#### [Exercise aim]
Could you restate the data word for word?

---------------

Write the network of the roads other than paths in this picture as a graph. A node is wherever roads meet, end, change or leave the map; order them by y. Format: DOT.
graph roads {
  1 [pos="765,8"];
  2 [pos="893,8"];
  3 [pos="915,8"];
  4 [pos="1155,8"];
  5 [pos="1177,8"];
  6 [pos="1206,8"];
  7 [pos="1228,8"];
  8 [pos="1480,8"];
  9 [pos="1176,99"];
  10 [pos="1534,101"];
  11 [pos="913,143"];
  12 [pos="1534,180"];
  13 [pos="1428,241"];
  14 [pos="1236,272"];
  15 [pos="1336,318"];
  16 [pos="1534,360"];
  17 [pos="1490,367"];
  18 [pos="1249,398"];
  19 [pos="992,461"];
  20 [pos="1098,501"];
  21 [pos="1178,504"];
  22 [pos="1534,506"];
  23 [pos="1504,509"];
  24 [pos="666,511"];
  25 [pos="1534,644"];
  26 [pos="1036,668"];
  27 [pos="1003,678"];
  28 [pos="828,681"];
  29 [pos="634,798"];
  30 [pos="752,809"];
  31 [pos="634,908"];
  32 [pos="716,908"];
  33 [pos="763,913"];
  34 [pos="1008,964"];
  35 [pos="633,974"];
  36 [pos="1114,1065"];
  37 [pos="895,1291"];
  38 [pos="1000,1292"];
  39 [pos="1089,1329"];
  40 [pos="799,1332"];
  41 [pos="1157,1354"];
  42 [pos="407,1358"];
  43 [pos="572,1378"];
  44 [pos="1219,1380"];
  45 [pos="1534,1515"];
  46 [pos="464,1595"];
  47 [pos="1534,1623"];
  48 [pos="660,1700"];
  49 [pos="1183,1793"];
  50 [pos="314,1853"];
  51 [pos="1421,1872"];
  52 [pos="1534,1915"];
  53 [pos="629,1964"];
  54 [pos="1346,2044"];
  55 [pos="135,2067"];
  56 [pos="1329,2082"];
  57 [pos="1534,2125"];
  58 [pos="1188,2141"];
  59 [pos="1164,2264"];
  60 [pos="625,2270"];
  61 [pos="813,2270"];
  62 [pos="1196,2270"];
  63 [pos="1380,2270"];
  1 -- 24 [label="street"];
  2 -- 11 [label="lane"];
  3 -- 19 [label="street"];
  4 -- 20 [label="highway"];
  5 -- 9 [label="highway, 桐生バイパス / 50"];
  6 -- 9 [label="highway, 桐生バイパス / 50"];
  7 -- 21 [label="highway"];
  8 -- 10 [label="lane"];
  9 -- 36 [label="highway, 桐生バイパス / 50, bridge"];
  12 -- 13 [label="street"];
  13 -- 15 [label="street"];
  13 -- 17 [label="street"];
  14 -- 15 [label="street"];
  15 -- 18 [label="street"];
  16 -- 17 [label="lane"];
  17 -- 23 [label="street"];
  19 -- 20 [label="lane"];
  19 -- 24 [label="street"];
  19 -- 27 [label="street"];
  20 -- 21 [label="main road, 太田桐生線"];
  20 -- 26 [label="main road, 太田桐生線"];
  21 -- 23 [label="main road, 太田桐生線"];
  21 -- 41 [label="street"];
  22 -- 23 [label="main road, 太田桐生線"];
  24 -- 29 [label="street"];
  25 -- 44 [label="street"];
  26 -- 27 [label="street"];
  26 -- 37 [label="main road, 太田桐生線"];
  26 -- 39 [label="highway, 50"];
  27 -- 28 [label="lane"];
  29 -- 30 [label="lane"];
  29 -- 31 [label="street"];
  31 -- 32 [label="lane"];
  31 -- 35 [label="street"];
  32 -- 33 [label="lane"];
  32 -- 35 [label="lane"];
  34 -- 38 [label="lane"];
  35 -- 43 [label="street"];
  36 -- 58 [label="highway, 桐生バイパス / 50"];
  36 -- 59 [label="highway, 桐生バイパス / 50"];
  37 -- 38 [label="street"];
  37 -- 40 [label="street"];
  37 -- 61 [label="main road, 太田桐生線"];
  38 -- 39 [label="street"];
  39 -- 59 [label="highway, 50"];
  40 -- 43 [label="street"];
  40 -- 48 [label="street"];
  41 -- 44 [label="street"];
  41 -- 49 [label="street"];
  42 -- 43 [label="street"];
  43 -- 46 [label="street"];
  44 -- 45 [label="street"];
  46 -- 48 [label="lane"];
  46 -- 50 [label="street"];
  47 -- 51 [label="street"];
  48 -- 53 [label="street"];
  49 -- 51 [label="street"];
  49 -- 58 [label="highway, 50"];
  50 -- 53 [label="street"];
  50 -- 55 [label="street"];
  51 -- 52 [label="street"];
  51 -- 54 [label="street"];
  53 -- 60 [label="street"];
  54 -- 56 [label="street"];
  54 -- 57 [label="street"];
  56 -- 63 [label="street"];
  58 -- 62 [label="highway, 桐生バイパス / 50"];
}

---------------

#### [Task output]
Write the network of the roads other than paths in this picture as a graph. A node is wherever roads meet, end, change or leave the map; order them by y. Format: DOT.
graph roads {
  1 [pos="765,8"];
  2 [pos="893,8"];
  3 [pos="915,8"];
  4 [pos="1155,8"];
  5 [pos="1177,8"];
  6 [pos="1206,8"];
  7 [pos="1228,8"];
  8 [pos="1480,8"];
  9 [pos="1176,99"];
  10 [pos="1534,101"];
  11 [pos="913,143"];
  12 [pos="1534,180"];
  13 [pos="1428,241"];
  14 [pos="1236,272"];
  15 [pos="1336,318"];
  16 [pos="1534,360"];
  17 [pos="1490,367"];
  18 [pos="1249,398"];
  19 [pos="992,461"];
  20 [pos="1098,501"];
  21 [pos="1178,504"];
  22 [pos="1534,506"];
  23 [pos="1504,509"];
  24 [pos="666,511"];
  25 [pos="1534,644"];
  26 [pos="1036,668"];
  27 [pos="1003,678"];
  28 [pos="828,681"];
  29 [pos="634,798"];
  30 [pos="752,809"];
  31 [pos="634,908"];
  32 [pos="716,908"];
  33 [pos="763,913"];
  34 [pos="1008,964"];
  35 [pos="633,974"];
  36 [pos="1114,1065"];
  37 [pos="895,1291"];
  38 [pos="1000,1292"];
  39 [pos="1089,1329"];
  40 [pos="799,1332"];
  41 [pos="1157,1354"];
  42 [pos="407,1358"];
  43 [pos="572,1378"];
  44 [pos="1219,1380"];
  45 [pos="1534,1515"];
  46 [pos="464,1595"];
  47 [pos="1534,1623"];
  48 [pos="660,1700"];
  49 [pos="1183,1793"];
  50 [pos="314,1853"];
  51 [pos="1421,1872"];
  52 [pos="1534,1915"];
  53 [pos="629,1964"];
  54 [pos="1346,2044"];
  55 [pos="135,2067"];
  56 [pos="1329,2082"];
  57 [pos="1534,2125"];
  58 [pos="1188,2141"];
  59 [pos="1164,2264"];
  60 [pos="625,2270"];
  61 [pos="813,2270"];
  62 [pos="1196,2270"];
  63 [pos="1380,2270"];
  1 -- 24 [label="street"];
  2 -- 11 [label="lane"];
  3 -- 19 [label="street"];
  4 -- 20 [label="highway"];
  5 -- 9 [label="highway, 桐生バイパス / 50"];
  6 -- 9 [label="highway, 桐生バイパス / 50"];
  7 -- 21 [label="highway"];
  8 -- 10 [label="lane"];
  9 -- 36 [label="highway, 桐生バイパス / 50, bridge"];
  12 -- 13 [label="street"];
  13 -- 15 [label="street"];
  13 -- 17 [label="street"];
  14 -- 15 [label="street"];
  15 -- 18 [label="street"];
  16 -- 17 [label="lane"];
  17 -- 23 [label="street"];
  19 -- 20 [label="lane"];
  19 -- 24 [label="street"];
  19 -- 27 [label="street"];
  20 -- 21 [label="main road, 太田桐生線"];
  20 -- 26 [label="main road, 太田桐生線"];
  21 -- 23 [label="main road, 太田桐生線"];
  21 -- 41 [label="street"];
  22 -- 23 [label="main road, 太田桐生線"];
  24 -- 29 [label="street"];
  25 -- 44 [label="street"];
  26 -- 27 [label="street"];
  26 -- 37 [label="main road, 太田桐生線"];
  26 -- 39 [label="highway, 50"];
  27 -- 28 [label="lane"];
  29 -- 30 [label="lane"];
  29 -- 31 [label="street"];
  31 -- 32 [label="lane"];
  31 -- 35 [label="street"];
  32 -- 33 [label="lane"];
  32 -- 35 [label="lane"];
  34 -- 38 [label="lane"];
  35 -- 43 [label="street"];
  36 -- 58 [label="highway, 桐生バイパス / 50"];
  36 -- 59 [label="highway, 桐生バイパス / 50"];
  37 -- 38 [label="street"];
  37 -- 40 [label="street"];
  37 -- 61 [label="main road, 太田桐生線"];
  38 -- 39 [label="street"];
  39 -- 59 [label="highway, 50"];
  40 -- 43 [label="street"];
  40 -- 48 [label="street"];
  41 -- 44 [label="street"];
  41 -- 49 [label="street"];
  42 -- 43 [label="street"];
  43 -- 46 [label="street"];
  44 -- 45 [label="street"];
  46 -- 48 [label="lane"];
  46 -- 50 [label="street"];
  47 -- 51 [label="street"];
  48 -- 53 [label="street"];
  49 -- 51 [label="street"];
  49 -- 58 [label="highway, 50"];
  50 -- 53 [label="street"];
  50 -- 55 [label="street"];
  51 -- 52 [label="street"];
  51 -- 54 [label="street"];
  53 -- 60 [label="street"];
  54 -- 56 [label="street"];
  54 -- 57 [label="street"];
  56 -- 63 [label="street"];
  58 -- 62 [label="highway, 桐生バイパス / 50"];
}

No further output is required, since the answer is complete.